Photon (Фотон) is a Soviet arcade cabinet produced between the late 1980s and the early 1990s in Penza.

== Production ==
The Photon arcade cabinet was produced in the late 1980s to early 1990s by the eponymous cooperative in Penza. Components were purchased from the plants of Voronezh, Saransk and Nizhny Novgorod. Machines were purchased from the manufacturer "Union" and the Ministry of Culture. The volume of production of automatic machines was up to 150 units per month.

== Games ==
The Photon machine with a PC8000 (ПК8000) card has three games loaded on it. The game variants of the machine differ by a sign with instructions depending on the installed game.

- Питон (Python)
- Клад / Лабиринт (Klad / Labyrinth, Treasure / Labyrinth)
- Тетрис (Tetris)

Versions of the games "Labyrinth" and "Treasure" also exist for the ordinary PC8000. The versions differ due to the lack of a coin acceptor and a time counter.
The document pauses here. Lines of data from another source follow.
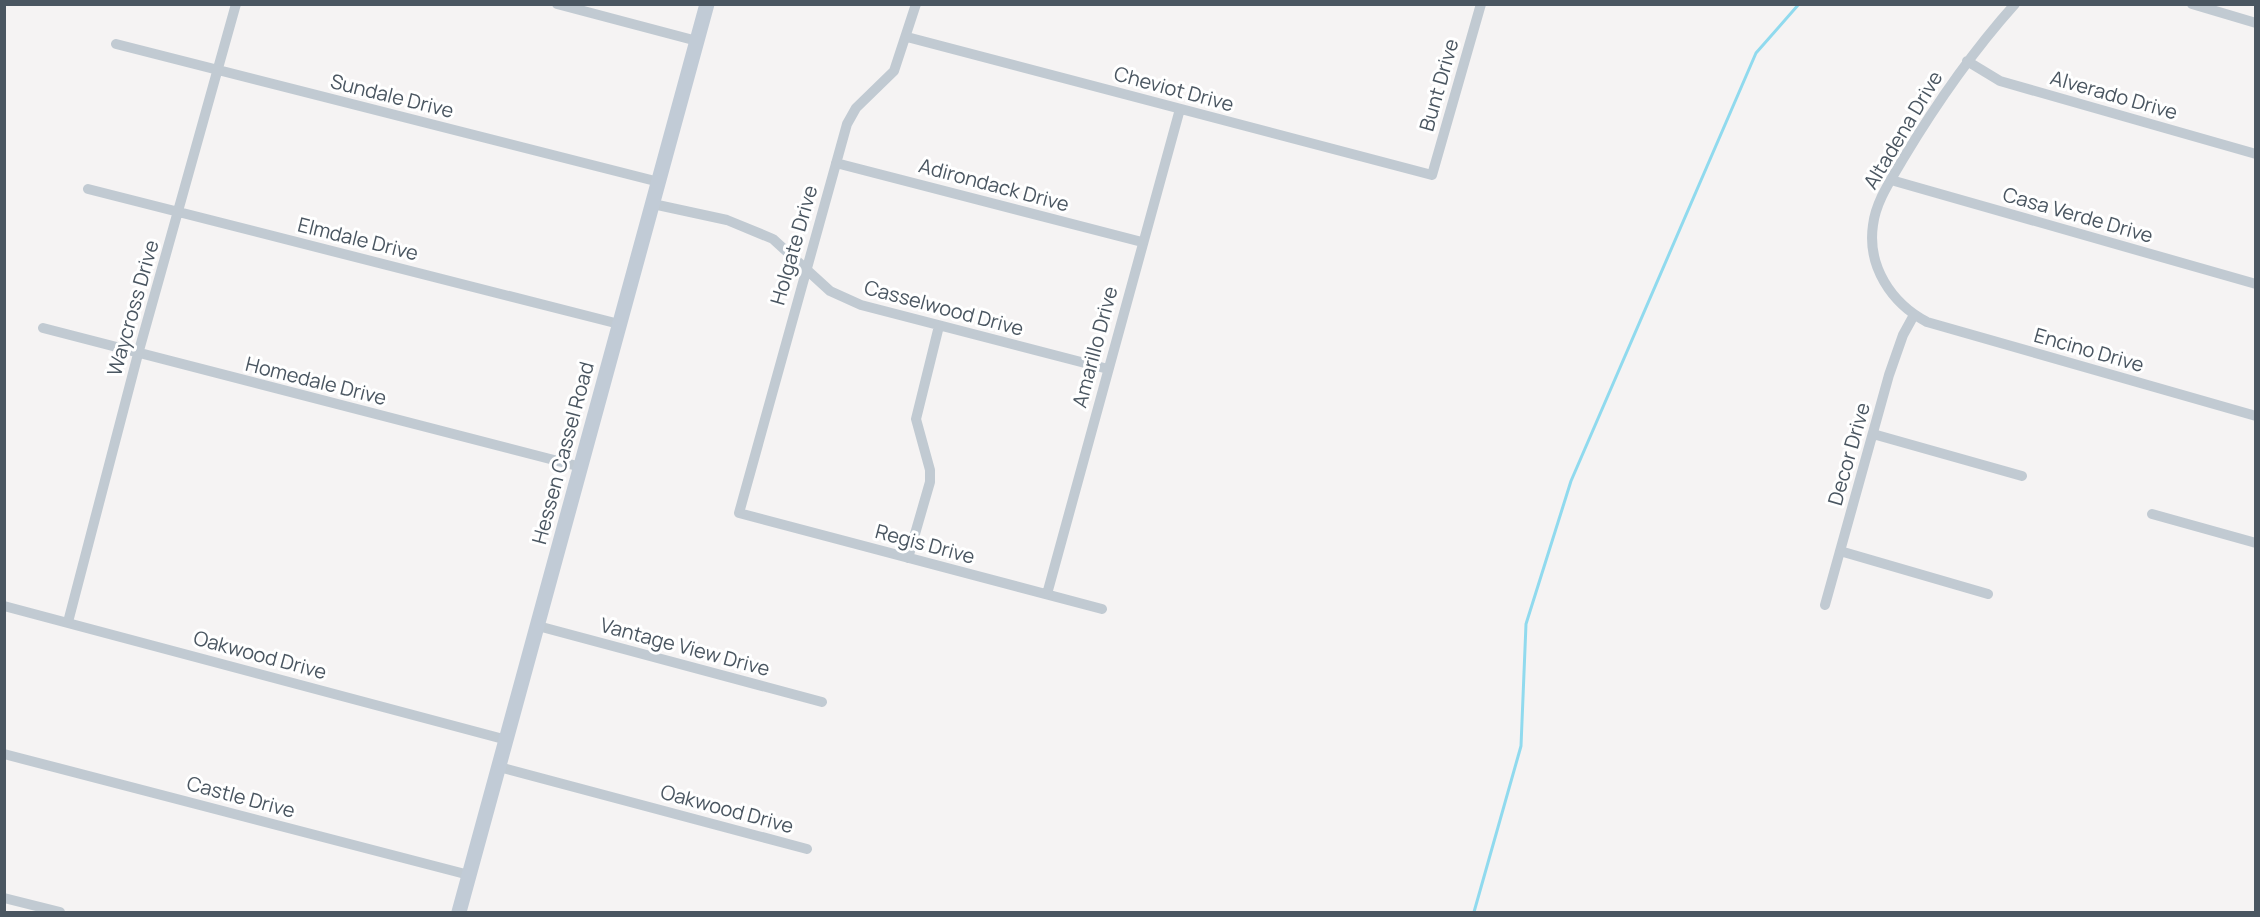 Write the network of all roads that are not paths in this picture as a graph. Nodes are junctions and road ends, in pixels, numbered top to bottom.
1 (236, 4) edge
2 (557, 4) edge
3 (708, 4) edge
4 (916, 4) edge
5 (1481, 4) edge
6 (2015, 4) edge
7 (2192, 4) edge
8 (2256, 23) edge
9 (907, 37) junction
10 (698, 40) junction
11 (116, 44) dead end
12 (1967, 61) junction
13 (219, 70) junction
14 (1180, 109) junction
15 (2256, 154) edge
16 (836, 163) junction
17 (1432, 175) joint
18 (1891, 180) junction
19 (659, 182) junction
20 (88, 189) dead end
21 (653, 204) junction
22 (179, 214) junction
23 (1142, 242) junction
24 (805, 270) junction
25 (2256, 284) edge
26 (1914, 315) junction
27 (619, 324) junction
28 (939, 326) junction
29 (43, 328) dead end
30 (138, 354) junction
31 (1108, 369) junction
32 (2256, 416) edge
33 (1873, 434) junction
34 (581, 467) junction
35 (2022, 476) dead end
36 (739, 513) joint
37 (2152, 514) dead end
38 (2256, 543) edge
39 (1840, 551) junction
40 (908, 558) junction
41 (1047, 594) junction
42 (1988, 594) dead end
43 (1825, 605) dead end
44 (4, 606) edge
45 (1102, 609) dead end
46 (68, 622) junction
47 (538, 626) junction
48 (822, 702) dead end
49 (507, 740) junction
50 (4, 754) edge
51 (499, 767) junction
52 (807, 849) dead end
53 (469, 875) junction
54 (4, 898) edge
55 (60, 912) edge
56 (459, 912) edge

1 - 13 street, Waycross Drive
2 - 10 street
3 - 10 main road, Hessen Cassel Road
4 - 9 street, Holgate Drive
5 - 17 street, Bunt Drive
6 - 12 street, Altadena Drive
7 - 8 street
9 - 14 street, Cheviot Drive
9 - 16 street, Holgate Drive
10 - 19 main road, Hessen Cassel Road
11 - 13 street, Sundale Drive
12 - 15 street, Alverado Drive
12 - 18 street, Altadena Drive
13 - 19 street, Sundale Drive
13 - 22 street, Waycross Drive
14 - 17 street, Cheviot Drive
14 - 23 street, Amarillo Drive
16 - 23 street, Adirondack Drive
16 - 24 street, Holgate Drive
18 - 25 street, Casa Verde Drive
18 - 26 street, Altadena Drive
19 - 21 main road, Hessen Cassel Road
20 - 22 street, Elmdale Drive
21 - 24 street, Casselwood Drive
21 - 27 main road, Hessen Cassel Road
22 - 27 street, Elmdale Drive
22 - 30 street, Waycross Drive
23 - 31 street, Amarillo Drive
24 - 28 street, Casselwood Drive
24 - 36 street, Holgate Drive
26 - 32 street, Encino Drive
26 - 33 street, Decor Drive
27 - 34 main road, Hessen Cassel Road
28 - 31 street, Casselwood Drive
28 - 40 street
29 - 30 street, Homedale Drive
30 - 34 street, Homedale Drive
30 - 46 street, Waycross Drive
31 - 41 street, Amarillo Drive
33 - 35 street
33 - 39 street, Decor Drive
34 - 47 main road, Hessen Cassel Road
36 - 40 street, Regis Drive
37 - 38 street
39 - 42 street
39 - 43 street, Decor Drive
40 - 41 street, Regis Drive
41 - 45 street, Regis Drive
44 - 46 street, Oakwood Drive
46 - 49 street, Oakwood Drive
47 - 48 street, Vantage View Drive
47 - 49 main road, Hessen Cassel Road
49 - 51 main road, Hessen Cassel Road
50 - 53 street, Castle Drive
51 - 52 street, Oakwood Drive
51 - 53 main road, Hessen Cassel Road
53 - 56 main road, Hessen Cassel Road
54 - 55 street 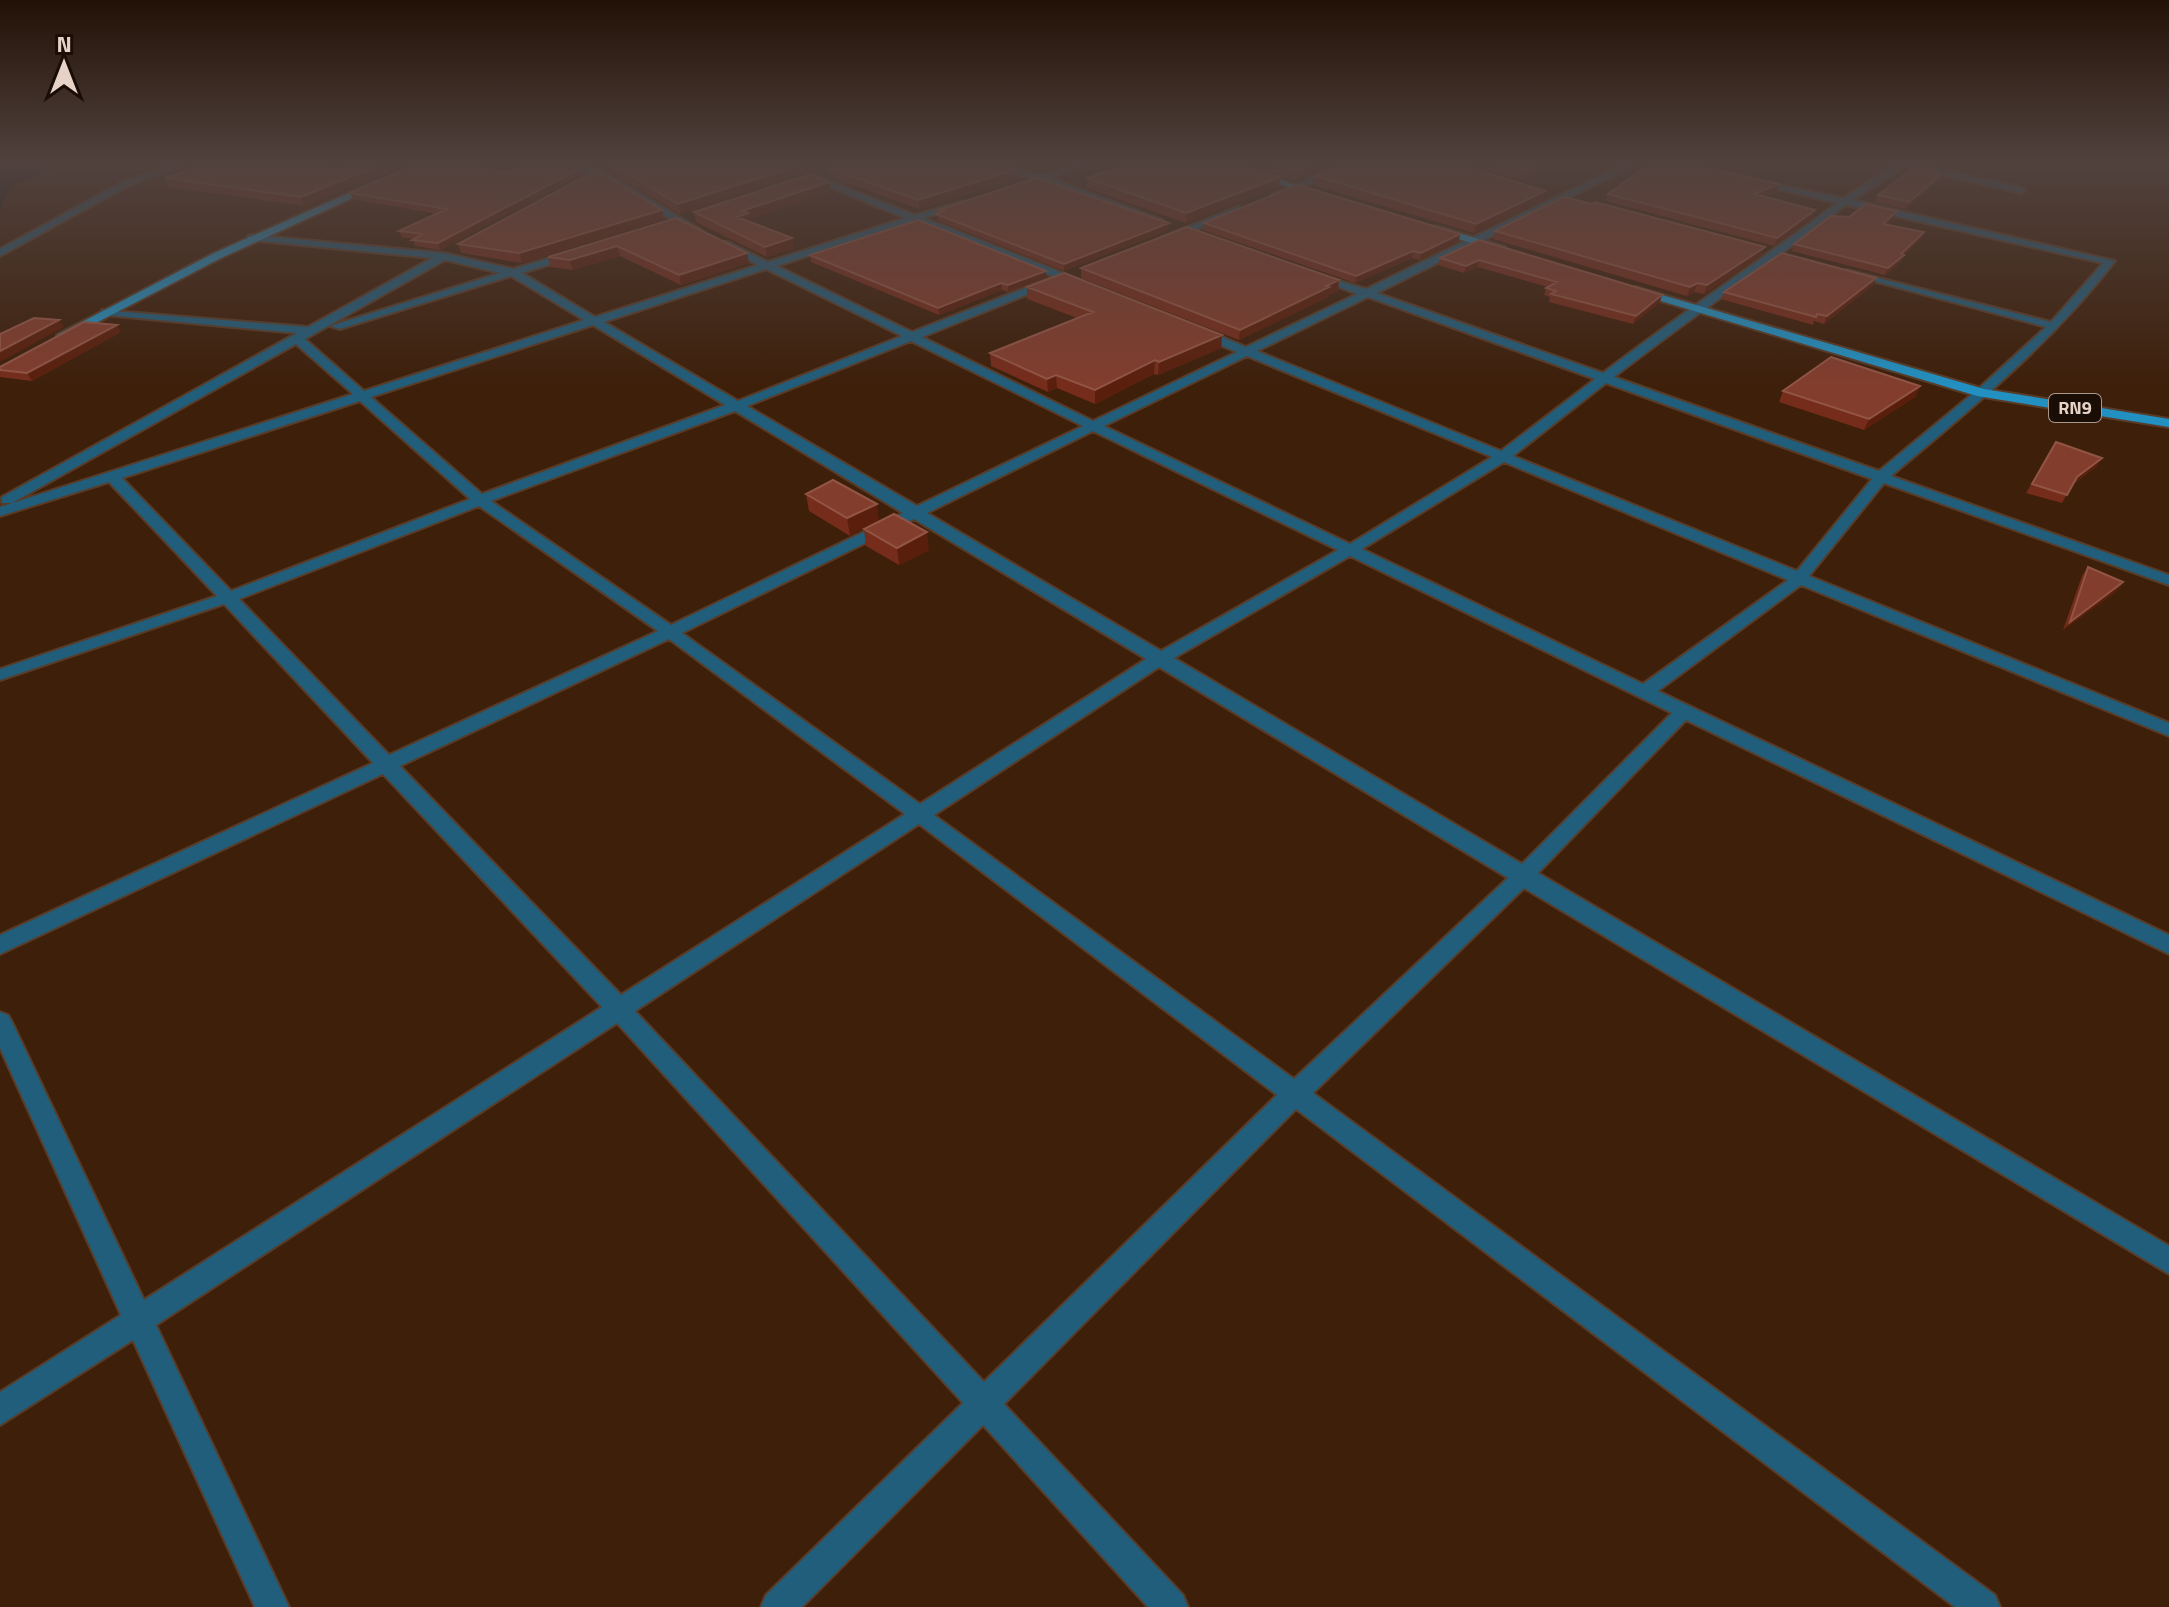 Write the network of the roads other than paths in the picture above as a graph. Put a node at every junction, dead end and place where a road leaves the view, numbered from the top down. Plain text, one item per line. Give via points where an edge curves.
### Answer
1 (29, 237) edge
2 (711, 237) edge
3 (853, 237) edge
4 (961, 237) edge
5 (1168, 237) edge
6 (1205, 237) edge
7 (1462, 237) edge
8 (1483, 237) edge
9 (1798, 237) edge
10 (2002, 237) edge
11 (252, 238) joint
12 (1213, 240) edge
13 (1158, 241) edge
14 (1475, 241) junction
15 (467, 243) edge
16 (588, 249) edge
17 (1762, 249) edge
18 (0, 253) edge
19 (1777, 253) junction
20 (1519, 254) edge
21 (444, 256) junction
22 (1793, 257) edge
23 (767, 265) junction
24 (1090, 267) edge
25 (1298, 269) edge
26 (1839, 269) edge
27 (512, 272) junction
28 (1063, 277) junction
29 (1621, 286) edge
30 (1091, 289) edge
31 (1368, 293) junction
32 (1694, 309) junction
33 (106, 312) junction
34 (592, 320) junction
35 (2054, 326) junction
36 (1191, 328) edge
37 (303, 334) junction
38 (912, 336) junction
39 (53, 341) edge
40 (1247, 351) junction
41 (1605, 378) junction
42 (1982, 393) junction
43 (362, 396) junction
44 (736, 406) junction
45 (2169, 423) edge
46 (1093, 426) junction
47 (1501, 458) junction
48 (111, 475) junction
49 (1882, 476) junction
50 (480, 500) junction
51 (0, 503) edge
52 (0, 512) edge
53 (914, 513) junction
54 (1350, 550) junction
55 (1799, 579) junction
56 (2169, 580) edge
57 (227, 598) junction
58 (670, 632) junction
59 (1159, 659) junction
60 (0, 675) edge
61 (1644, 692) junction
62 (1684, 711) junction
63 (2169, 730) edge
64 (385, 766) junction
65 (919, 814) junction
66 (1523, 876) junction
67 (0, 945) edge
68 (2169, 945) edge
69 (618, 1008) junction
70 (0, 1022) edge
71 (1295, 1094) junction
72 (2169, 1261) edge
73 (137, 1318) junction
74 (982, 1402) junction
75 (0, 1410) edge
76 (272, 1607) edge
77 (778, 1607) edge
78 (1171, 1607) edge
79 (1983, 1607) edge

1 - 18 street
2 - 23 street
3 - 23 street
4 - 28 street
5 - 13 street
6 - 12 street
7 - 14 main road
8 - 14 street
9 - 19 street
10 - 35 street via 2110,261
11 - 21 street
11 - 33 main road
14 - 20 main road
14 - 31 street
15 - 21 street
16 - 27 street
17 - 19 street
19 - 22 street
19 - 32 street
21 - 27 street
21 - 37 street
23 - 34 street
23 - 38 street
24 - 28 street
25 - 31 street
26 - 35 street
27 - 34 street
27 - 37 street
28 - 30 street
28 - 38 street
29 - 32 main road, RN9
31 - 40 street
31 - 41 street
32 - 41 street
32 - 42 main road, RN9
33 - 37 street
33 - 39 main road
34 - 43 street
34 - 44 street
35 - 42 street
36 - 40 street
37 - 43 street
37 - 51 street
38 - 44 street
38 - 46 street
40 - 46 street
40 - 47 street
41 - 47 street
41 - 49 street
42 - 45 main road, RN9
42 - 49 street
43 - 48 street
43 - 50 street
44 - 50 street
44 - 53 street
46 - 53 street
46 - 54 street
47 - 54 street
47 - 55 street
48 - 52 street
48 - 57 street
49 - 55 street
49 - 56 street
50 - 57 street
50 - 58 street
53 - 58 street
53 - 59 street
54 - 59 street
54 - 61 street
55 - 61 street
55 - 63 street
57 - 60 street
57 - 64 street
58 - 64 street
58 - 65 street
59 - 65 street
59 - 66 street
61 - 62 street
62 - 66 street
62 - 68 street
64 - 67 street
64 - 69 street
65 - 69 street
65 - 71 street
66 - 71 street
66 - 72 street
69 - 73 street
69 - 74 street
70 - 73 street
71 - 74 street
71 - 79 street
73 - 75 street
73 - 76 street
74 - 77 street
74 - 78 street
The following sets of games are known for the ZX Spectrum-compatible machine:

- Бродяга (Brodjaga, Inspector Gadget and the Circus of Fear)
- Чёрный корабль (Czernyj Korabl, Black Beard)
- Повар / Собрать Буран / Агропром (Povar / Sobrat' Buran / Agroprom, Cookie / Jetpack / Pssst)

== Technical specifications ==
Made on the basis of a slightly modified Soviet PC8000 consumer computer. The modification entails replacing the ROM chips with the BASIC interpreter with the ROM with the game program. Also, there is no keyboard and piezo emitter mounted on the computer board for audio playback. Instead, the sound output is connected to a tape recorder. The joystick is connected to the standard connector of the joystick.

Also known is a later version of the automaton, Foton-IK02, where the ZX Spectrum-compatible board is used. Compared to the PC8000 mainboard, its graphics capabilities are weaker, but faster.

== Emulation ==
In 2009, enthusiasts dumped a ROM from one of the games for the machine (Tetris). Support for the machine with a PC8000 board and the first game for it was added to the MAME emulator in version 0.133u1 in August 2009. The next version (0.134, September of the same year) adds support for a machine with a ZX Spectrum-compatible card.